Stanley: Warren may play hardball with schools


The last time they balked, Warren ended up in court. Still, members of the Warren Town Council may take much the same route this coming year as they did last year, when they refused to pay the Joint Finance Committee some $416,000 in school expenses the committee said Warren owed.

Warren Town Council president Chris Stanley said Sunday that the council’s decision last year, to “level fund” the Bristol Warren Regional School District at the same dollar amount it had the year prior, may be the same strategy the council employs this year as the yearly school budget process unfolds.

There has been no real strategy discussion yet, he said. However, “I would imagine that we’re probably going to move in the same direction. In my opinion, we’ve sort of over-funded (the school district) the last few years. I don’t see anything changing.”

Last year, saying Warren could no longer foot the bill for steadily rising school costs and was being unfairly represented on the finance committee, councilors voted — and voters affirmed that decision at Financial Town Meeting in May — to pay the school district $11.75 million in school aid instead of the $12.165 million the finance committee specified.

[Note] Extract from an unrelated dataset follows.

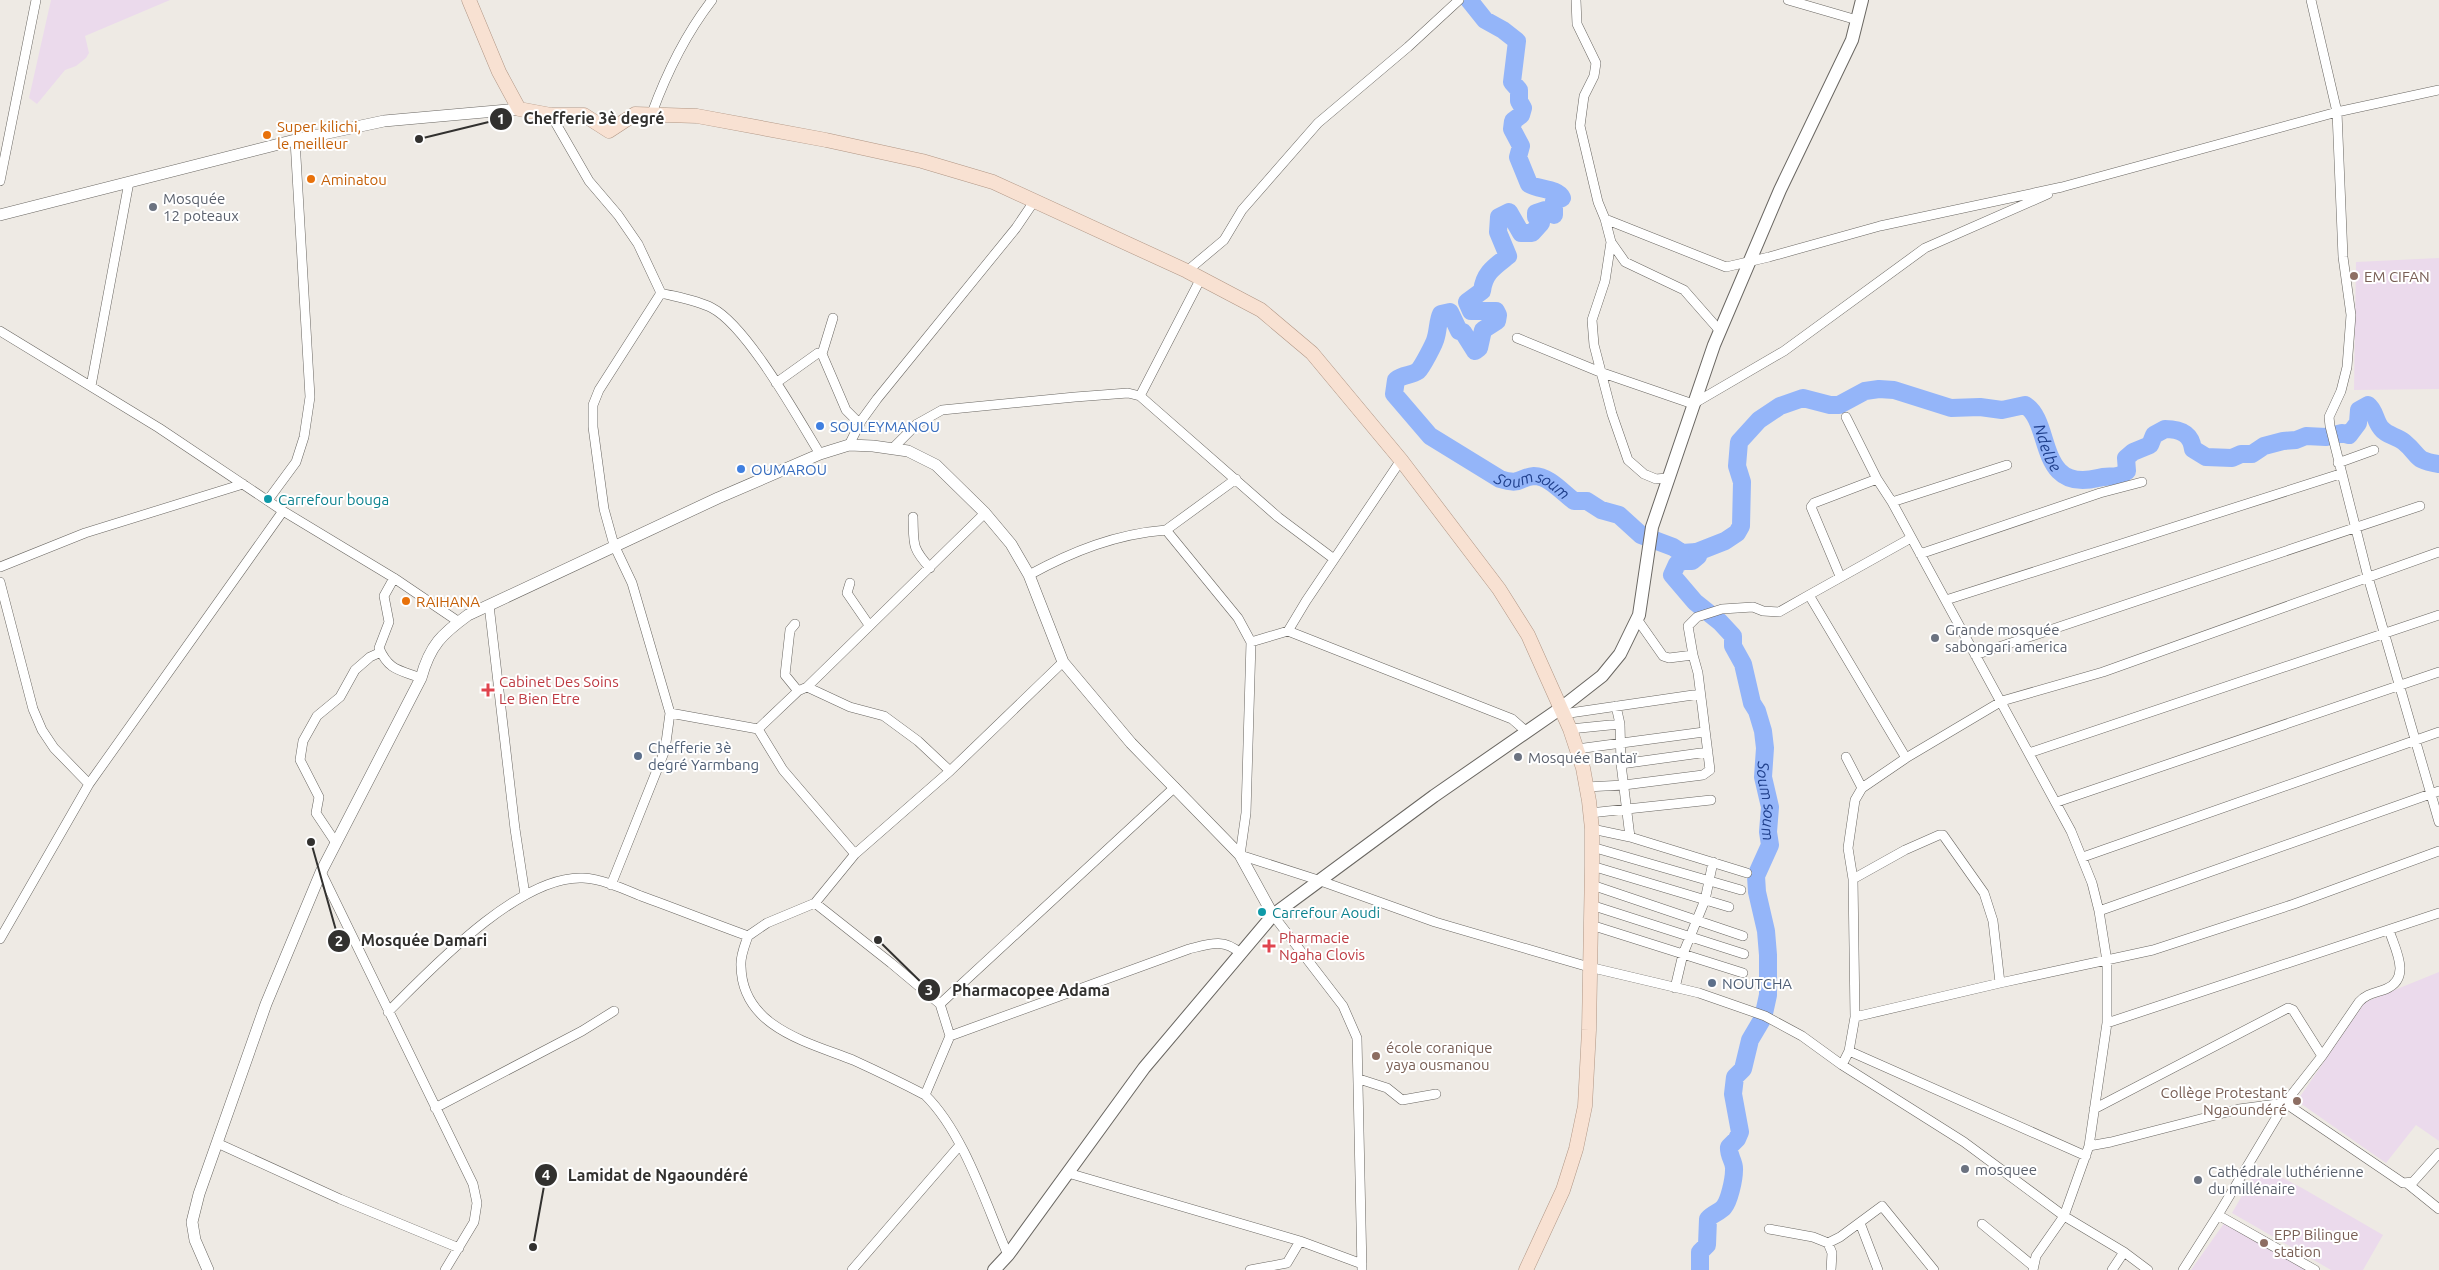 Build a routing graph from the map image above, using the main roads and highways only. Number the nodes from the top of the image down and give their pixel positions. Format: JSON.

That $11.75 million was the same amount the Town of Warren paid the school district for the 2011-12 school year.

Soon after Warren drew a line in the fiscal sand, the Bristol Warren Regional School District filed suit against the town, seeking to reclaim that money. The case has been in Rhode Island Superior Court ever since, and in September Superior Court Associate Justice Luis Matos said a decision would be forthcoming soon. None has yet been issued.

What happened?

Under the state laws that created the regional district and govern its finances, the amount each town pays in educational support every year is determined by the Joint Finance Committee. Made up of representatives from each town, the board currently has six Bristol members and three from Warren; the number of representatives from each town is determined by population.

After a contentious series of joint finance and local budget meetings last Spring, the council voted unanimously last April to “level fund” the district at the same amount given the previous year, despite the finance committee’s order.

Following the council vote, Warren officials questioned the finance committee’s numbers and also took issue with the school district’s disclosure of information, including enrollment and financial figures, town officials had sought. They also later pointed to a subsequent vote of the Financial Town Meeting in May, at which Warren voters approved the level-funded amount, and not that settled on by the finance committee.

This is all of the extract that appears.